▶ [Task statement]:
Show, in full, each line of the data that contains "Dörnen".

▶ [Supplied records]:
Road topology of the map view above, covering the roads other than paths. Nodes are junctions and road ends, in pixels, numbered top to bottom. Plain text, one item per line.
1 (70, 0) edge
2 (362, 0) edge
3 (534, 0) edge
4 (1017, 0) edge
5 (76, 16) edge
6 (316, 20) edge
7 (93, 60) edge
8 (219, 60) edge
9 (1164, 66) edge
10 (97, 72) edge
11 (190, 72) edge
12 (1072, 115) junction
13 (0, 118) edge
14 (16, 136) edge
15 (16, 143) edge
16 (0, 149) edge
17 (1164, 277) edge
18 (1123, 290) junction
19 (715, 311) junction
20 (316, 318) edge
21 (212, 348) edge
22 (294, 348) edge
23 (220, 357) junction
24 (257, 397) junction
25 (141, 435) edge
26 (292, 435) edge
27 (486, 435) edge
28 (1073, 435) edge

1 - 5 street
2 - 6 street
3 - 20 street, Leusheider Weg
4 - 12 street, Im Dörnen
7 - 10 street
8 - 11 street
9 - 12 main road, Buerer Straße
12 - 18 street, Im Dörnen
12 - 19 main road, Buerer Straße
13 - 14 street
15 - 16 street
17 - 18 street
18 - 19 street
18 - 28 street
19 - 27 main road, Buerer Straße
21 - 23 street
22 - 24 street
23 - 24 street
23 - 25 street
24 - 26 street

▶ [Solution to this task]:
4 - 12 street, Im Dörnen
12 - 18 street, Im Dörnen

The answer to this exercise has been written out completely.